To solve the drone routing problem, I decided to train decentralized but homogenous drone agent policies and a centralised action-value function using the WQMIX (Weighted QMIX) algorithm. WQMIX extends the QMIX algorithm by introducing weighting such that the action-value function can prioritize better joint actions. Although a centralized policy would have probably offered better benchmark performance, the rationale behind adopting decentralized policie swas to emulate real-world drone routing dynamics, where drones navigate autonomously based on local information.
Additionally, I leveraged RNNs to capture temporal dependencies and recurrent experience replay (from the R2D2 paper) for prioritizing experiences with higher TD errors. Last but not least, for an extra boost to the benchmark performance of the trained models, I incorporated the benchmark environments within the training loop for few-shot learning.
I'm grateful to the organizers for putting together this challenge; it has been a fantastic learning experience. As a junior researcher, experimenting with different MARL algorithms has deepened my understanding of the field.
Despite testing several SOTA algorithms like WQMIX and optimizing performance with experience replay and hyperparameter tuning, my algorithm was still unable to solve many of the benchmark environments. In hindsight, relying solely on fully decentralized policies may not have been the optimal strategy. I noticed there were instances of coordination failure due to agents being unaware of each other's goals. For example, in this recording, two of the agents rushed to their own goals and blocked the third agent from reaching its goal.
After further research, I realised that this problem is well suited for using Message Passing Neural Networks (MPNN) which enable agents to communicate and coordinate in graph-based environments like this. I'm looking forward to trying out MPNNs for this problem after the competition.
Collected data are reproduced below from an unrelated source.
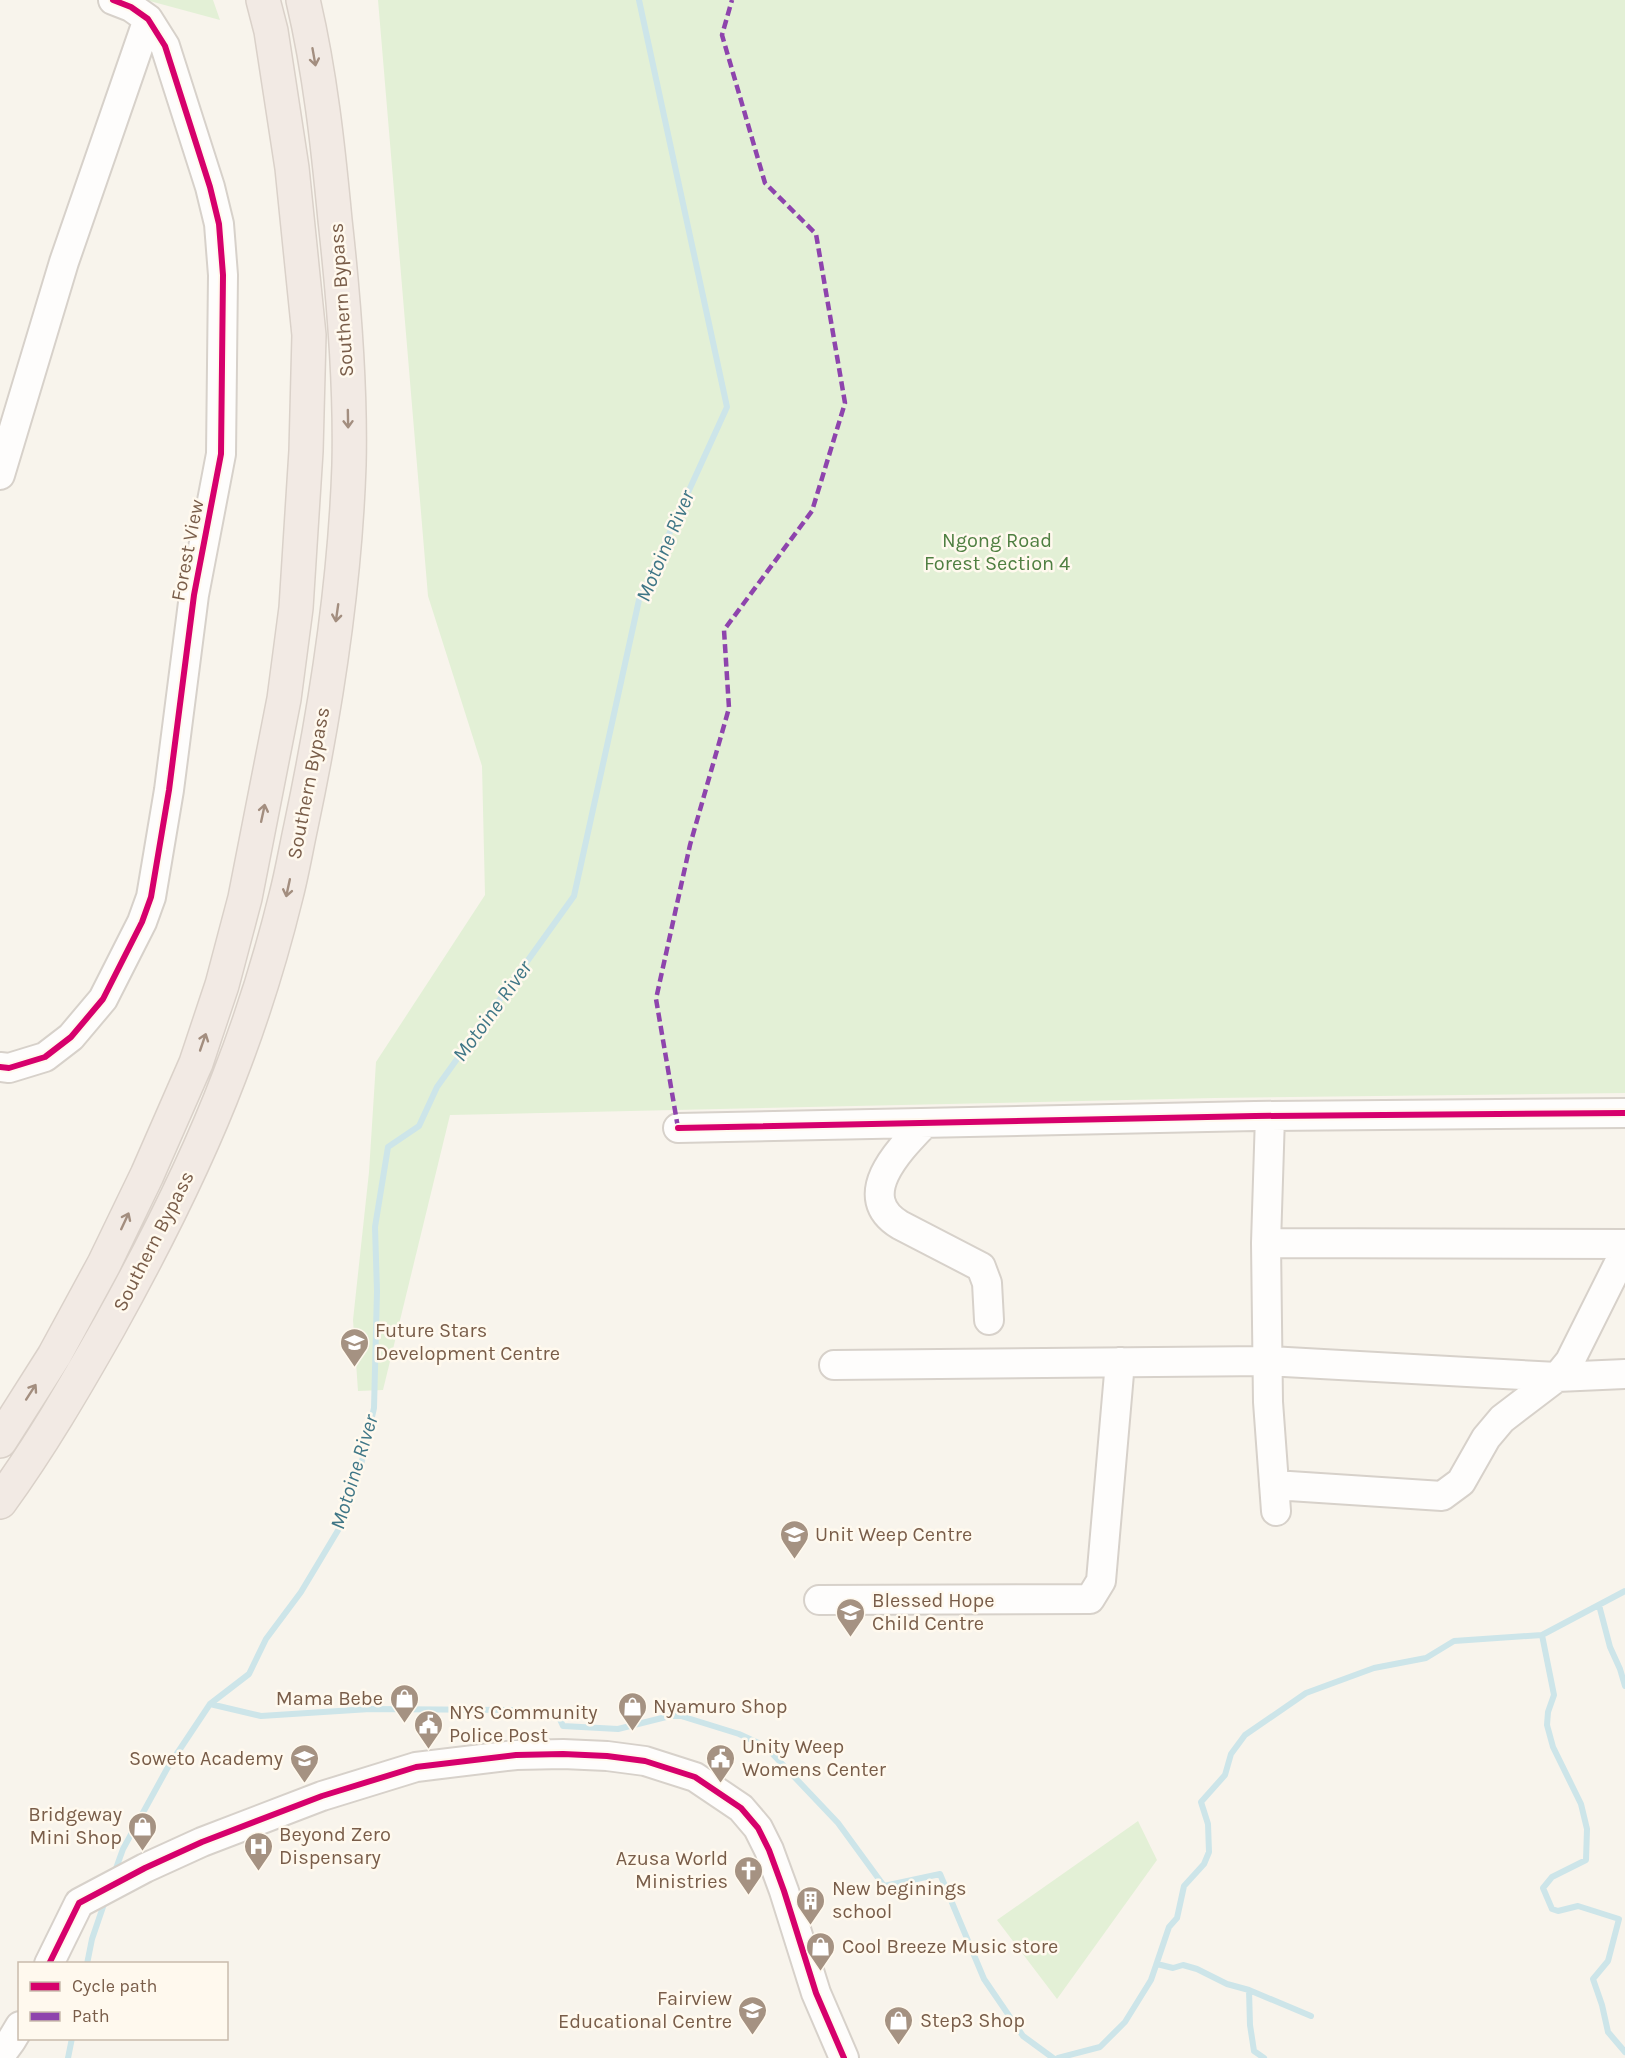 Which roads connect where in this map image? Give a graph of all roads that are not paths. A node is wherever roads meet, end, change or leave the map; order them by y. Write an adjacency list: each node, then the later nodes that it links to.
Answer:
1 (113, 0): 4 (street, Forest View)
2 (263, 0): 20 (highway, Southern Bypass, one-way to 2)
3 (303, 0): 21 (highway, Southern Bypass, one-way to 21)
4 (148, 19): 5 (street); 6 (street, Forest View)
5 (0, 475)
6 (0, 1067)
7 (1625, 1113): 8 (street)
8 (1270, 1116): 9 (street); 11 (street)
9 (925, 1123): 10 (street); 14 (street)
10 (678, 1128)
11 (1266, 1243): 12 (street); 15 (street)
12 (1625, 1244)
13 (1625, 1251): 19 (street)
14 (990, 1320)
15 (1268, 1361): 16 (street); 19 (street); 19 (street)
16 (1120, 1362): 17 (street); 22 (street)
17 (834, 1365)
18 (1625, 1374): 19 (street)
19 (1557, 1377)
20 (0, 1441)
21 (0, 1502)
22 (819, 1600)
23 (50, 1962): 26 (street)
24 (18, 2030): 25 (street)
25 (0, 2056)
26 (844, 2058) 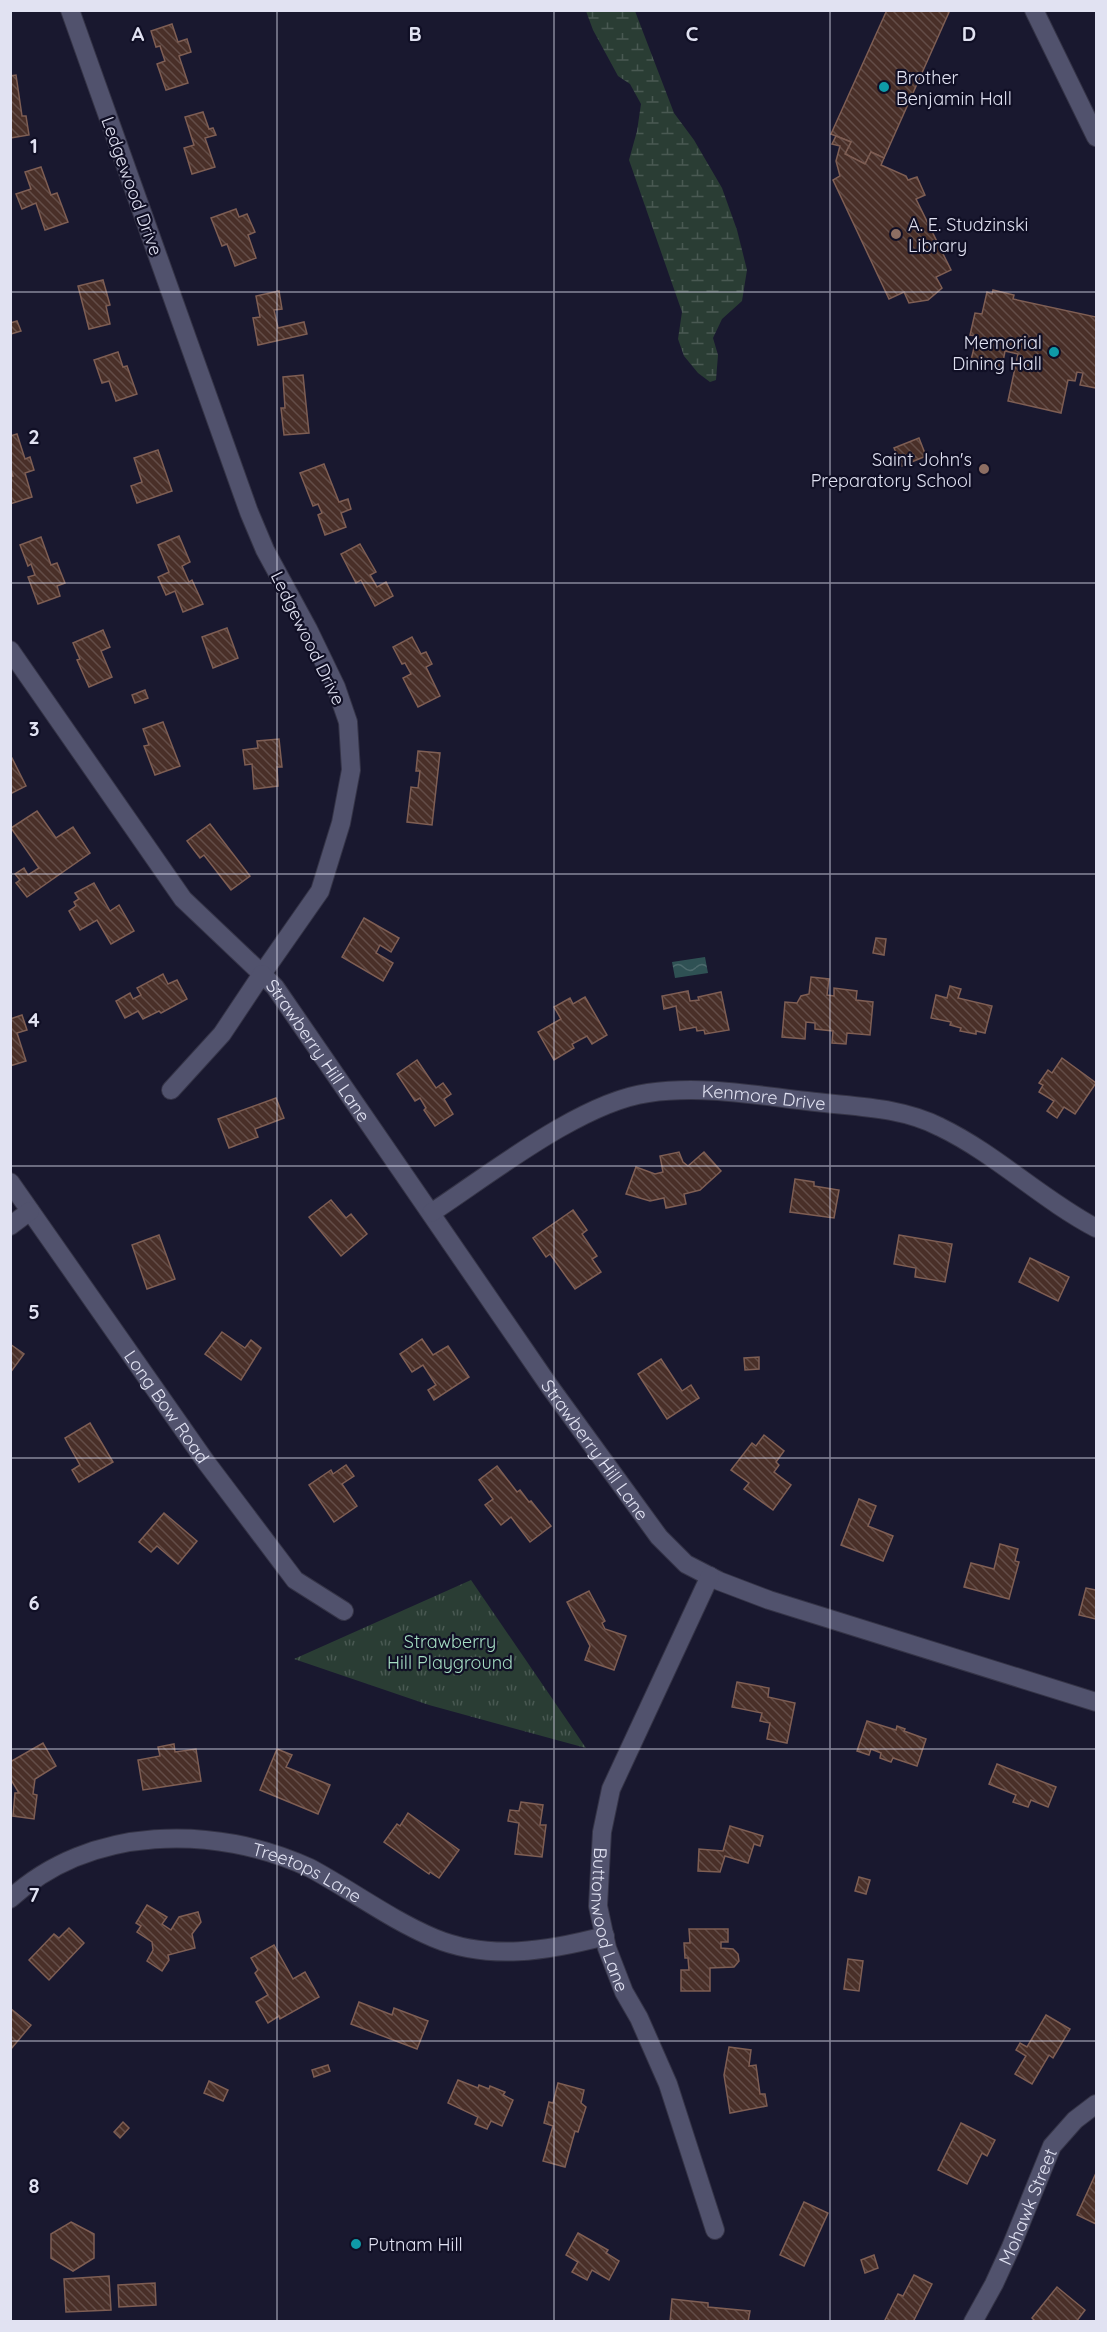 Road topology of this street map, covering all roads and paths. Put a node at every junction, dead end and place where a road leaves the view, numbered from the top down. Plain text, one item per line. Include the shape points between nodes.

The configurations I have used for training in each map is listed under the configs. Simply run the following command to train a model for a specific environment:
python train.py --map_name=<INCLUDE MAP NAME> --drone_num=<INCLUDE DRONE NUM>
Pretrained models are also available under models. To test the pretrained models, adjust the drone_num and map_name variables in the main function of policy_tester.py accordingly and execute it.